Records contained in a dataset
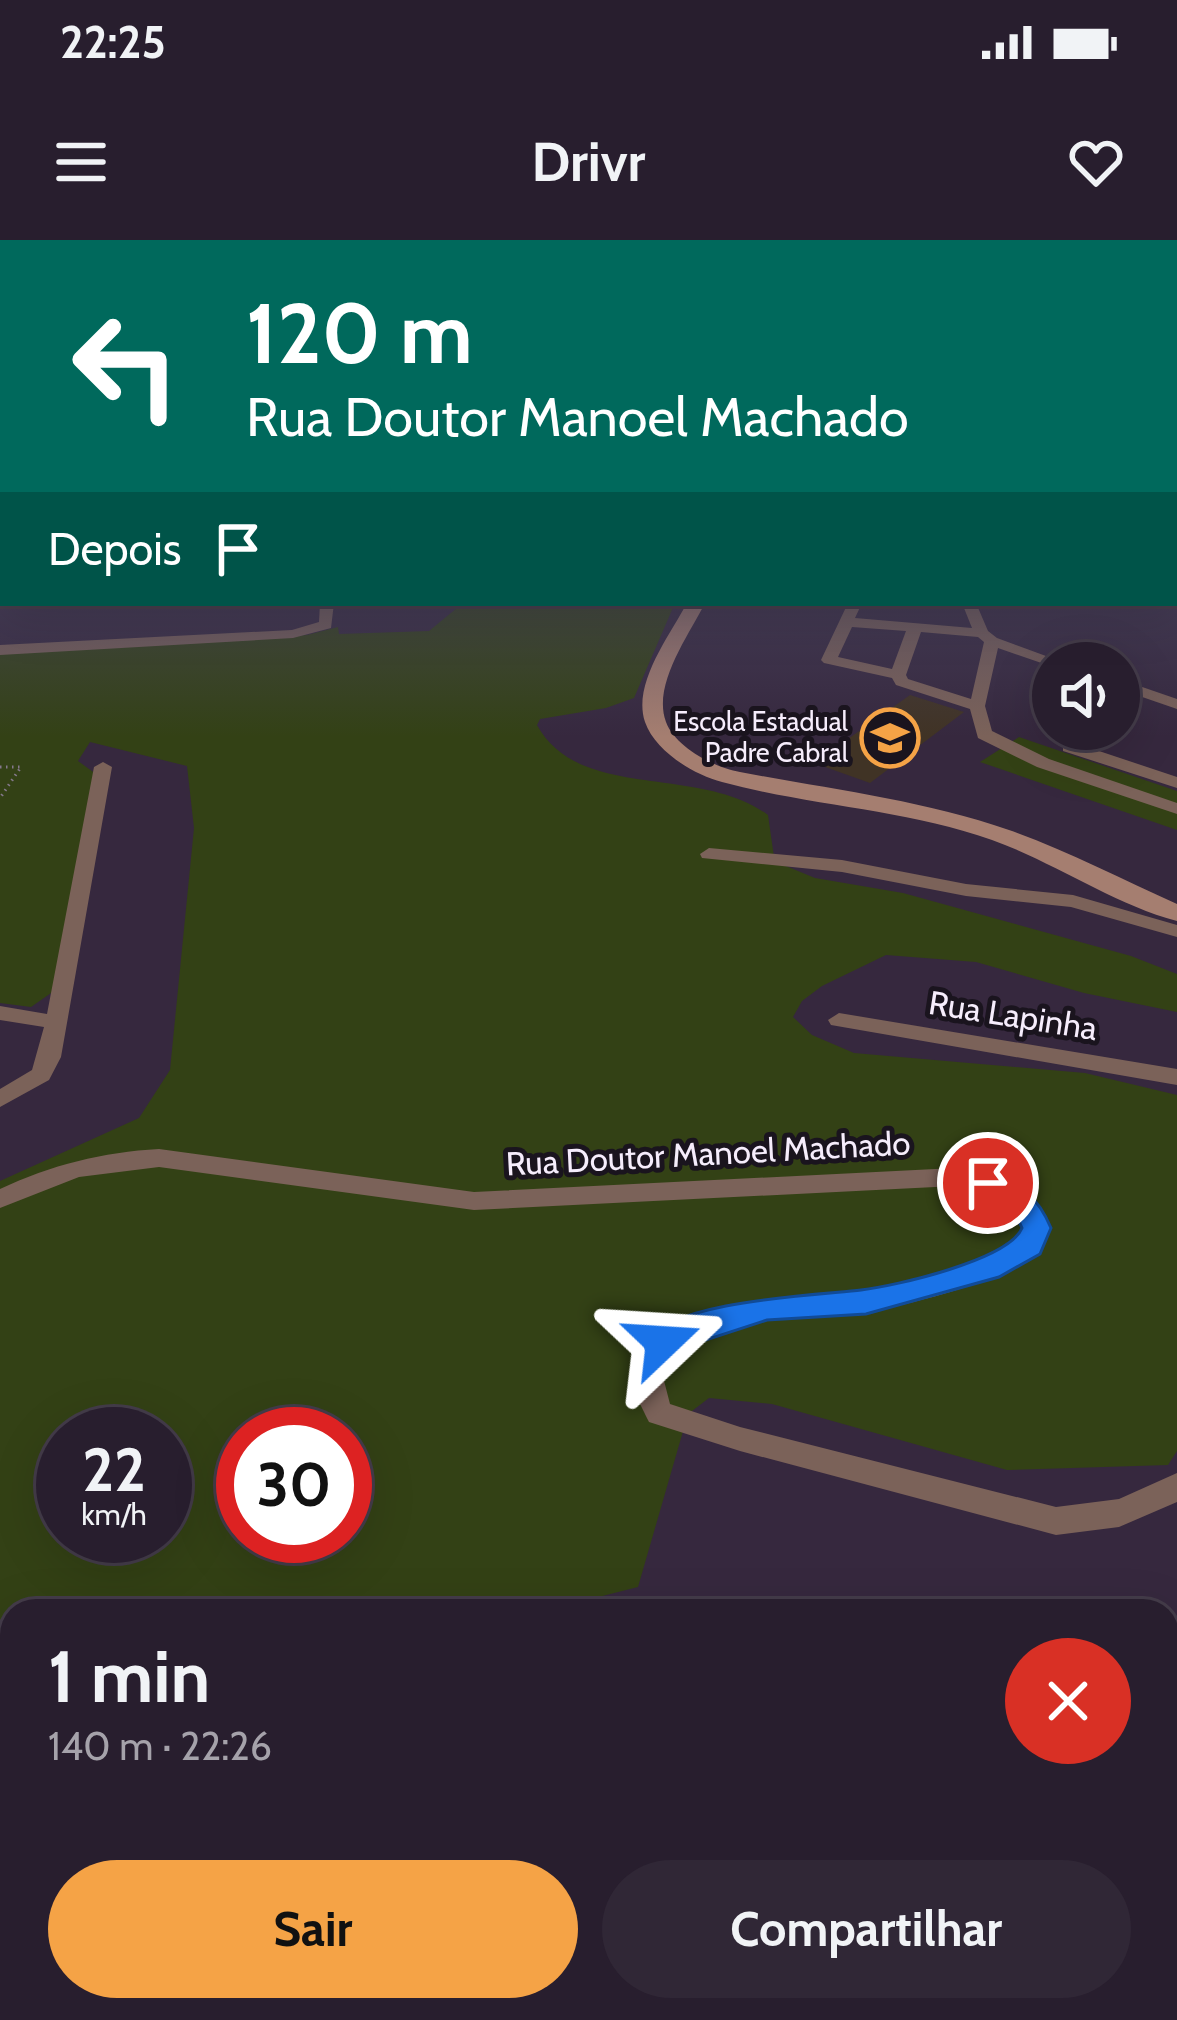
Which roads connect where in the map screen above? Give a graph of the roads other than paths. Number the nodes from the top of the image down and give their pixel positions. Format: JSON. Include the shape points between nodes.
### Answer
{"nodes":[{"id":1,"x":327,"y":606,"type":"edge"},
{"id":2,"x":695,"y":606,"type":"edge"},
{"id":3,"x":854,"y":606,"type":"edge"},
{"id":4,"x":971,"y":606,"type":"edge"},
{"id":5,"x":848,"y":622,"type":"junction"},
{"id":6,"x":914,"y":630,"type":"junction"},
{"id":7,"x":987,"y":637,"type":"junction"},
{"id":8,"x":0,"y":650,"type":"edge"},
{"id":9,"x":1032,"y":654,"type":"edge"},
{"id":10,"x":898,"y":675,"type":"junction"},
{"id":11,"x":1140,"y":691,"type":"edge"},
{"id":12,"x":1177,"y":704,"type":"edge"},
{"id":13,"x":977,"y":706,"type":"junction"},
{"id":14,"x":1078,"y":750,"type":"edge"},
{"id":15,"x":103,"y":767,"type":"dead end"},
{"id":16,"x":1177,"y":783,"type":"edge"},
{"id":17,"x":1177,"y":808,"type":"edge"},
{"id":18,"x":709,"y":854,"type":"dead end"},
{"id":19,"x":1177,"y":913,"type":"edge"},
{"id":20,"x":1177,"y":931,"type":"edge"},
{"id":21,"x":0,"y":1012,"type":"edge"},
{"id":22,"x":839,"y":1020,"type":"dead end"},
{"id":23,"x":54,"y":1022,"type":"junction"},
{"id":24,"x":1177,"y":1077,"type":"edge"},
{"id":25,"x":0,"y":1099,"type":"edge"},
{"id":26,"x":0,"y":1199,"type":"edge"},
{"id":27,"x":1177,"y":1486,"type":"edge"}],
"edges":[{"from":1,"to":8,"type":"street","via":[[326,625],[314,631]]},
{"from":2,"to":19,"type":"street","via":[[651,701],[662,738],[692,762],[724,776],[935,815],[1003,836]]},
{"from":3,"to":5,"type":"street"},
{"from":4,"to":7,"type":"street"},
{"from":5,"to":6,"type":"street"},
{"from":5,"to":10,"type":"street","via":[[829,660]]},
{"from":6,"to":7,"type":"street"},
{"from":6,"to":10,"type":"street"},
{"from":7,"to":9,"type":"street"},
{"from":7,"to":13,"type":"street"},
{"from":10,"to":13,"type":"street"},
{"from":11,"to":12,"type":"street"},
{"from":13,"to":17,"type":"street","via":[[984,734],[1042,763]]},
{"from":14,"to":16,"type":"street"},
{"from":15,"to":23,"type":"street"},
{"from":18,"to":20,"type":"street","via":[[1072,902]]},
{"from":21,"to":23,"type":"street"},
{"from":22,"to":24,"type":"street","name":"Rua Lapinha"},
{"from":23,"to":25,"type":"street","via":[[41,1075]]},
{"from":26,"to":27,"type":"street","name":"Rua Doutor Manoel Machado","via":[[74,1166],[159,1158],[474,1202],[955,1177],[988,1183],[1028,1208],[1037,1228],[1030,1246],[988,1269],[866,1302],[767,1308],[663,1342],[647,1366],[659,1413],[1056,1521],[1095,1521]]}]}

---

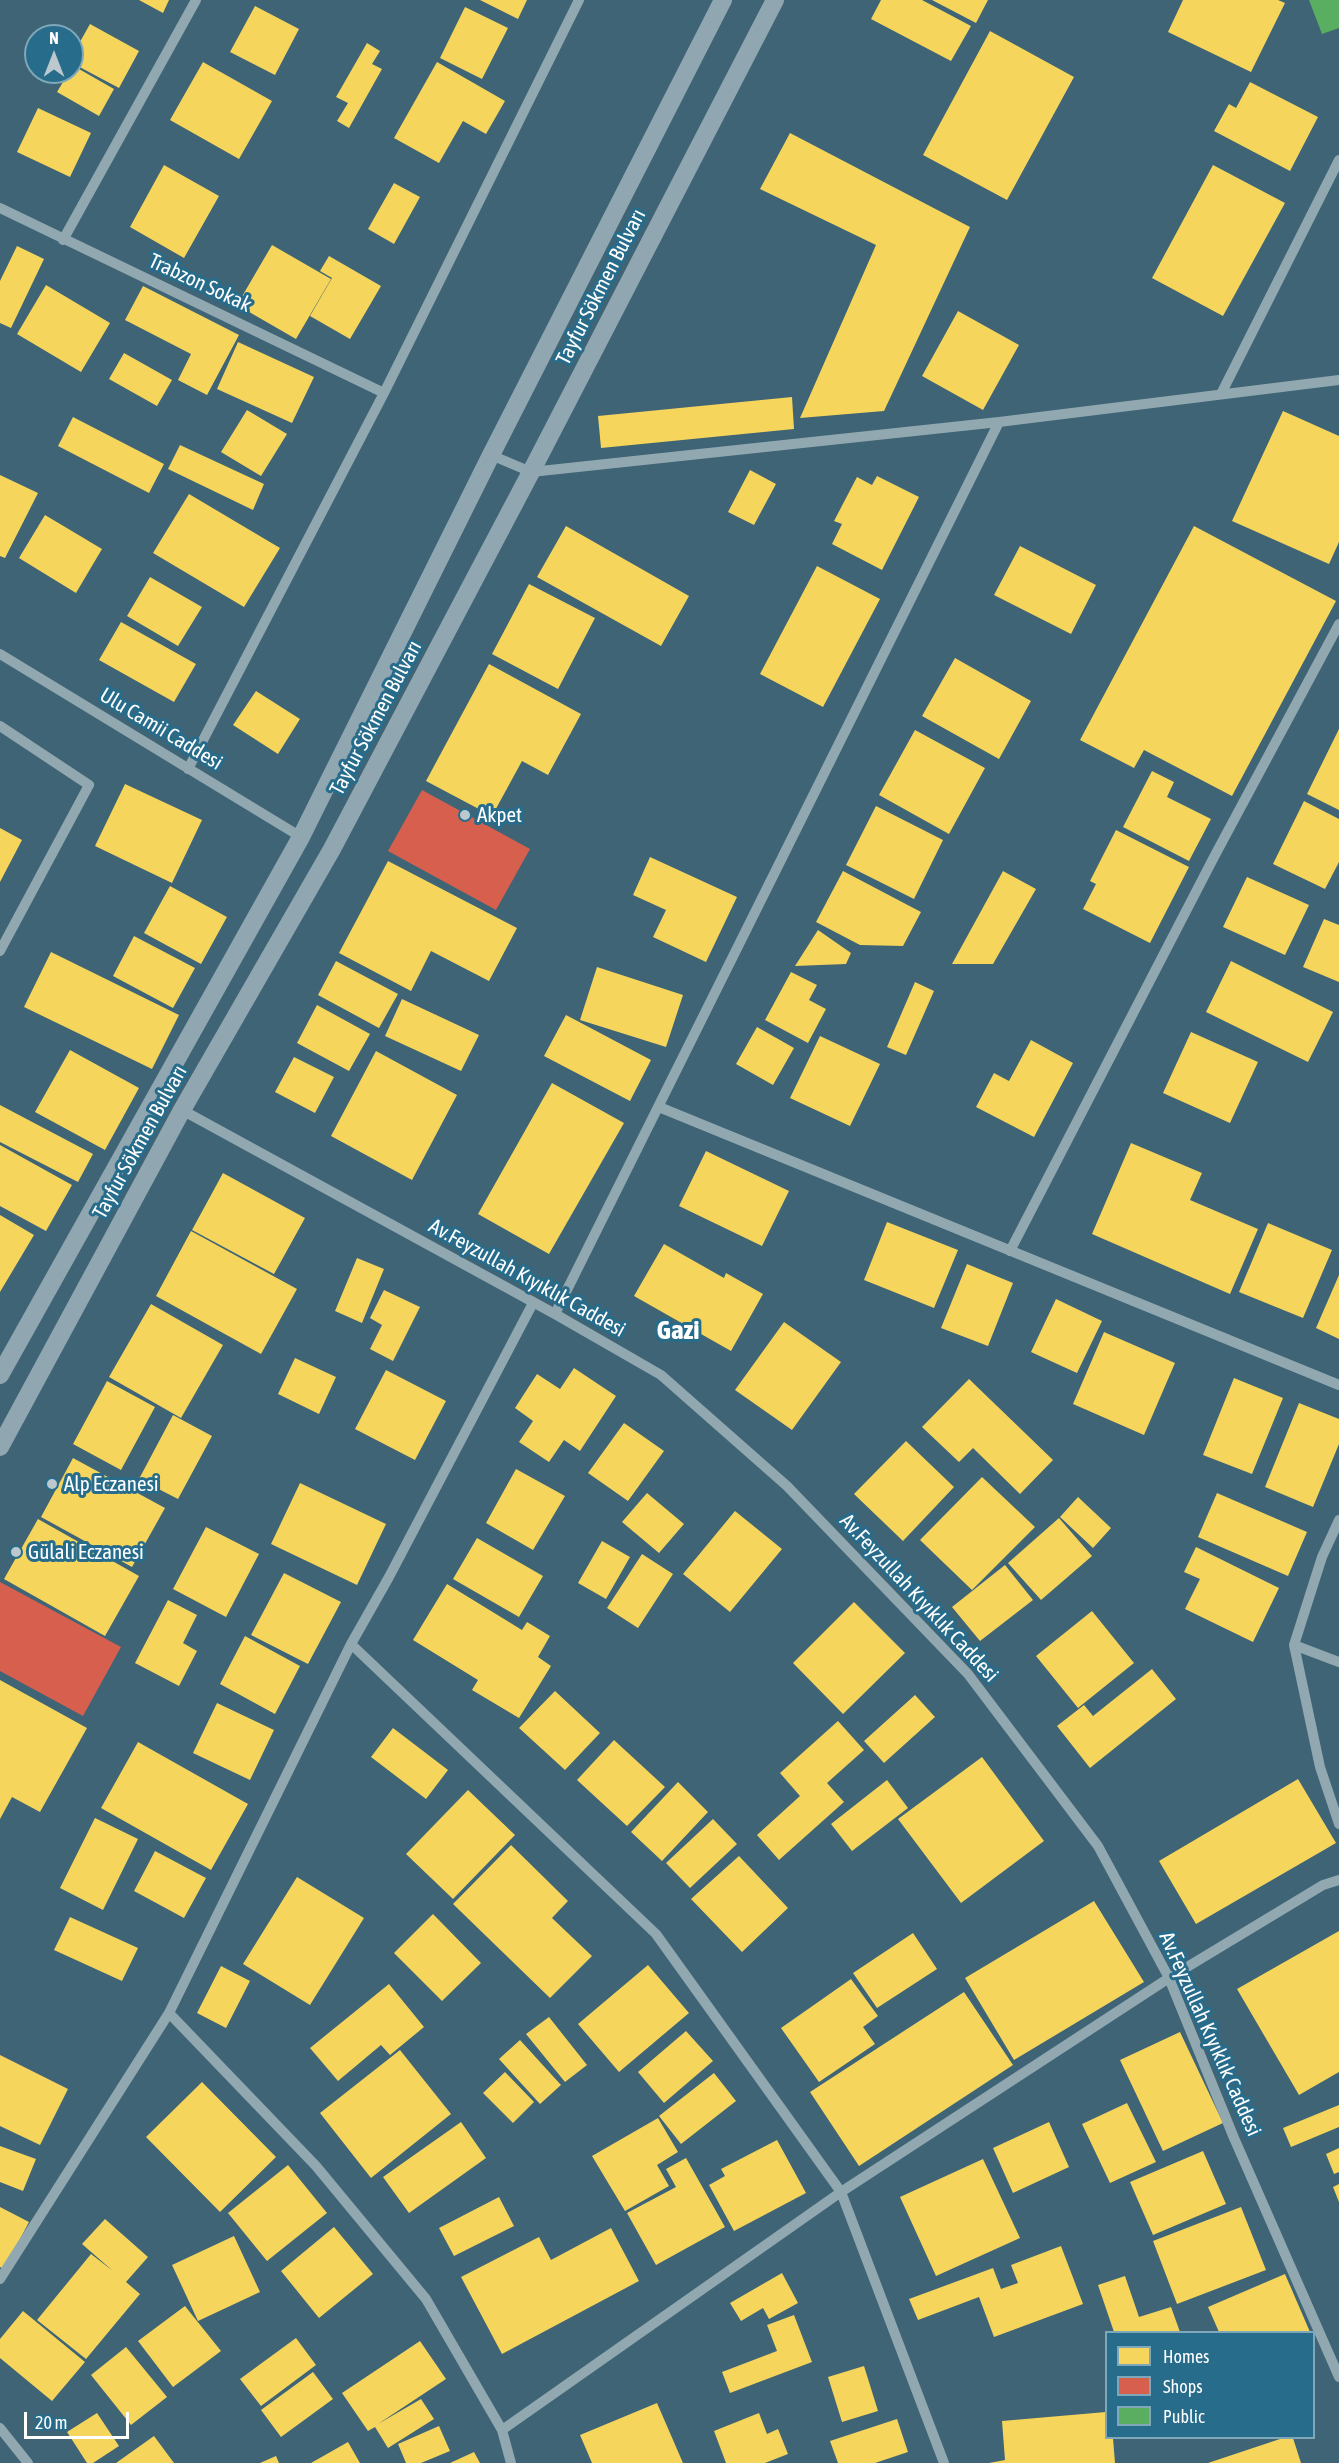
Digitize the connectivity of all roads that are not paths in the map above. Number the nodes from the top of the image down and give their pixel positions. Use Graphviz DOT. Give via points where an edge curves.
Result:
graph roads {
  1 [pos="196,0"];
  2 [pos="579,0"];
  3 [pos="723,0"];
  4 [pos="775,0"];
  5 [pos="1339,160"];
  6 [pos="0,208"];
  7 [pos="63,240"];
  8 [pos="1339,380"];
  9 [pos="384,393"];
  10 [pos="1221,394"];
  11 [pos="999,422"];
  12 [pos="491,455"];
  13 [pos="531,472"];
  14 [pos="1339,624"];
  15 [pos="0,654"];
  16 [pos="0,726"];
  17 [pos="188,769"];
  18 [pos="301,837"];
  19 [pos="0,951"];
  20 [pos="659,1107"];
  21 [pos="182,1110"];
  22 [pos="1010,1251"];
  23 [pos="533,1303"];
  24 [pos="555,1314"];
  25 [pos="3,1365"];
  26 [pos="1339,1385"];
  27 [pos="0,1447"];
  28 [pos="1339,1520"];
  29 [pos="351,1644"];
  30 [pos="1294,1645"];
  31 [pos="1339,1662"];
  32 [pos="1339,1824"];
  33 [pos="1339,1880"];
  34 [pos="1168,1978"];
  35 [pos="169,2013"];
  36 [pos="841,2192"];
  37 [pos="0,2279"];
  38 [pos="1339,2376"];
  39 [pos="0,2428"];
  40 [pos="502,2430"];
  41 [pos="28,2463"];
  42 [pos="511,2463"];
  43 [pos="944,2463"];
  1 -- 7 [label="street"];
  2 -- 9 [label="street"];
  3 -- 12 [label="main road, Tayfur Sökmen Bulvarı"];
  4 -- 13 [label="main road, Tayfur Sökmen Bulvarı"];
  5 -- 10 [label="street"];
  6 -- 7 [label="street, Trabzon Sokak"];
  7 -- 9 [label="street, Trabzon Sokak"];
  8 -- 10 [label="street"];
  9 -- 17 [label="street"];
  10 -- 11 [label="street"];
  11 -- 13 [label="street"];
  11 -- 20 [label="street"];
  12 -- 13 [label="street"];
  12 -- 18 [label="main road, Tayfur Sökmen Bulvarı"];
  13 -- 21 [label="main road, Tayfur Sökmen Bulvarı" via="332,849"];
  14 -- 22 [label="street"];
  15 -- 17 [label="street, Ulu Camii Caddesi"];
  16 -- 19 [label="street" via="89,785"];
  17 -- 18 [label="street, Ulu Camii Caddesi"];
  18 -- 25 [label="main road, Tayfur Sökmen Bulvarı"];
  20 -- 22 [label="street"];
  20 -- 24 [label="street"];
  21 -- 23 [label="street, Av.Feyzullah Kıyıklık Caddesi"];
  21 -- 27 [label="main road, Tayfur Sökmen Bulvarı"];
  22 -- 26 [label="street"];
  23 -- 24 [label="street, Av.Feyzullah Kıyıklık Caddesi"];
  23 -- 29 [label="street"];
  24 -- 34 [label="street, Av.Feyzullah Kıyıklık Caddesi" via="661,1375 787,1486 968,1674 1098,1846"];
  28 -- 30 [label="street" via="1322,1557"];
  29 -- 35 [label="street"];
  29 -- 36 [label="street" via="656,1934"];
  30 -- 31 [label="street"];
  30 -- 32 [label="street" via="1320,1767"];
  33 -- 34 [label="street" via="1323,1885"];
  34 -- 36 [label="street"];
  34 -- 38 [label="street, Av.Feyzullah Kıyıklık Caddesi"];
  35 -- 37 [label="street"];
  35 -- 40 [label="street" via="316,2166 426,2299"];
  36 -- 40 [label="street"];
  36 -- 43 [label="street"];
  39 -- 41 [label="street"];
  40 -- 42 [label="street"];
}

* **HOW TO COMPLETE THIS TASK**
Check every line of the entries for "Kıyıklık" and report how many lines contain it, without any other words.

* **YOUR SOLUTION**
4